The Company pays fees to Close Fund Services Limited ('CFSL') for its services as administrator. The total charge to the statement of comprehensive income during the period was £ 37,500 (6 month period ended 30 September 2009: £50,451), of which £ nil (31 March 2010: £ 5,000) was outstanding at the period end.

 

The Directors of the Company and of Kreditmart OOO, other than John McRoberts and James Cook, received fees for their services.

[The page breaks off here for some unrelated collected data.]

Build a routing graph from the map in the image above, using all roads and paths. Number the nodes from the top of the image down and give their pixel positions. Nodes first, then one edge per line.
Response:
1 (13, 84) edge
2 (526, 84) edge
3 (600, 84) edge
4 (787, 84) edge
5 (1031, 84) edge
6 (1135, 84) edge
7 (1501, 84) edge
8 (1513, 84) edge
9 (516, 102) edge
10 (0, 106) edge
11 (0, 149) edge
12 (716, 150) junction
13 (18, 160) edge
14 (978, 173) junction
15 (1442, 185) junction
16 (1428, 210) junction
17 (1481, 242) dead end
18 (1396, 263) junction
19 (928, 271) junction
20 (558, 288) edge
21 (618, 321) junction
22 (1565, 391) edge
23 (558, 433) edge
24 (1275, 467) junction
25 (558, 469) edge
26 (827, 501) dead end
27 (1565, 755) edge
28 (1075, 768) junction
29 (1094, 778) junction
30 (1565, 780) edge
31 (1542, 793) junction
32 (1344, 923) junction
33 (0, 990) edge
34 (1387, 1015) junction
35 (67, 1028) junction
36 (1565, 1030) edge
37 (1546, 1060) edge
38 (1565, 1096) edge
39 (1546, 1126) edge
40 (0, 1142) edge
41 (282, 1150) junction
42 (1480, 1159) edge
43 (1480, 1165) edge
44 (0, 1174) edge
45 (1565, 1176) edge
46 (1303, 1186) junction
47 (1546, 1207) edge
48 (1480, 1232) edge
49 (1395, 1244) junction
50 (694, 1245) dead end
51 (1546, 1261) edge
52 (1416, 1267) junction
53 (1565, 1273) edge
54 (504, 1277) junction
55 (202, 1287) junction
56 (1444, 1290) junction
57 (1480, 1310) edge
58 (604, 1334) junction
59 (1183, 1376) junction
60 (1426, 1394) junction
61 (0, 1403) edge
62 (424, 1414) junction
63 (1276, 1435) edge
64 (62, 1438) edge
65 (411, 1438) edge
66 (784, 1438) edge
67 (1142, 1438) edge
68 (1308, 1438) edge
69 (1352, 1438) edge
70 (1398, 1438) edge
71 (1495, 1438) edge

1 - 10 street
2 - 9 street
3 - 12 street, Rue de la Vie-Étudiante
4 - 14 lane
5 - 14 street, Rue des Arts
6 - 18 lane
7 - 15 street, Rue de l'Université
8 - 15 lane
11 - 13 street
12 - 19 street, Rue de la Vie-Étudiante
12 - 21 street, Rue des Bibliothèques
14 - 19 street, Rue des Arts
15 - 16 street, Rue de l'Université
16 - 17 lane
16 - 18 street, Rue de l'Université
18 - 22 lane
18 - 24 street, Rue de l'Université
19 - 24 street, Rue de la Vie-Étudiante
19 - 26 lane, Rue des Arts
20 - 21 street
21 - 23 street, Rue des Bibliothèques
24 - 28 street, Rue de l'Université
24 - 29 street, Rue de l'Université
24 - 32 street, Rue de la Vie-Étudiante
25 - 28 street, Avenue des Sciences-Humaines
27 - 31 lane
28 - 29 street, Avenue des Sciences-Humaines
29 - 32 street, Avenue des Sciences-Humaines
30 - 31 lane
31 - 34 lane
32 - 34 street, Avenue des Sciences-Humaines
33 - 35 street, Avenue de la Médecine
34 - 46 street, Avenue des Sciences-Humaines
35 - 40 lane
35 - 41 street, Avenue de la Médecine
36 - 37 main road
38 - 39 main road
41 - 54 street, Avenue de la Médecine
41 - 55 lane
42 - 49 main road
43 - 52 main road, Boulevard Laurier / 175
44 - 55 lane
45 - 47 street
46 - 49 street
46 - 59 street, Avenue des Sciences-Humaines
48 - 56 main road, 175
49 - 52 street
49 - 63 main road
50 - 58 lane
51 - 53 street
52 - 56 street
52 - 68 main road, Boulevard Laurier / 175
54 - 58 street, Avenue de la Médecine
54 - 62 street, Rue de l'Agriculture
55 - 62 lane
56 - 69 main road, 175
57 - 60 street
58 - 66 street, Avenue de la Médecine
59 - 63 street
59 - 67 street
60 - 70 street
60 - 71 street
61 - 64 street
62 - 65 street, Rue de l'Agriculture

The total charge to the statement of comprehensive income during the period was £ 87,222 (6 month period ended 30 September 2009: £ 94,279), of which £ 1,250 (31 March 2010: £ 3,330) was outstanding at the period end.

 

15. Reclassification of comparatives

 

Movements in foreign currency translation differences have been reclassified from "Equity" in the consolidated statement of changes in equity to "Other comprehensive income" in the consolidated statement of comprehensive income per IAS 1 Presentation of Financial Statements.

 

16. Contingencies and capital commitments

 

As detailed in note 10, The Directors of the Company have set aside £2.6 million as a capital commitment for the future purchase of a warehouse by OSGRME.

 

The Group had no other contingencies and capital commitments outstanding at the reporting date.

 

17. Events after the reporting date

 

The Management Agreement currently provides that the Company shall pay to the Manager a semi-annual management fee of an amount equal to 1% of the net asset value of the Company as at each valuation date of 31 March and 30 September in each calendar year, payable in advance following such valuation date.

 

Additionally, the Manager currently has an Option to acquire new shares representing 20% of the share capital of the Company (on a fully diluted basis, i.e. post the issuance of the Option Shares), such Option to be exercised at a price of £1.00 per share in respect of 18,750,000 Option Shares and at a price of £0.40 per share in respect of 9,375,000 Option Shares (related to the additional Ordinary Shares issued in the December 2009 placing), provided that the relevant performance condition has been satisfied.

 

However, the Directors also consider that the Manager should be properly incentivised to maximise the value of the Company's shares, by being incentivised to sell the Company's investments over a sensible period, which would not necessarily be the case if the existing option arrangements remain in place.

 

Accordingly, the Directors and the Manager intend to enter into the Amended Management Agreement and to terminate the Option Deed.  The Amended Management Agreement would amend the management fees and performance fees payable to the Manager as follows:

 

(a) reducing the semi-annual management fee from 1% to 0.75% of the net asset value of the Company;

 

(b)  replacing the existing performance fee arrangements comprising the issue of the Option Shares with performance fees calculated as follows:

-  2.5% of the value of any disposals realised by the Company would be payable to the Manager, calculated on the value of assets of the Company realised up to £45 million, i.e. £0.40 per share (the "2.5% Tranche");

 

- 7.5% of the value of any disposals realised by the Company would be payable to the Manager, calculated on the value of assets of the Company realised between £45 million and £99 million, i.e. £0.40 per share to £0.88 per share (NAV) (the "7.5% Tranche"); and

 

- 20% of the value of any disposals realised by the Company would be payable to the Manager, calculated on the value of assets of the Company realised over £99 million, i.e. over £0.88 per share (the "20% Tranche"),

 

such performance fees to decline by 20% per annum from December 2011 (for the 2.5% Tranche) and by 20% per annum from December 2012 (for the 7.5% Tranche and the 20% Tranche).

 

In consequence of the proposed change to the management incentives, the non-cash provision for share based payments amounting to £600,000 per annum will cease to be made, reducing the reported expenses by this amount in addition to the reduction in management fees paid, and the historic provisions, totalling £2.437 million at 31 March 2010, will be cancelled and transferred to shareholder's reserves during the second half year.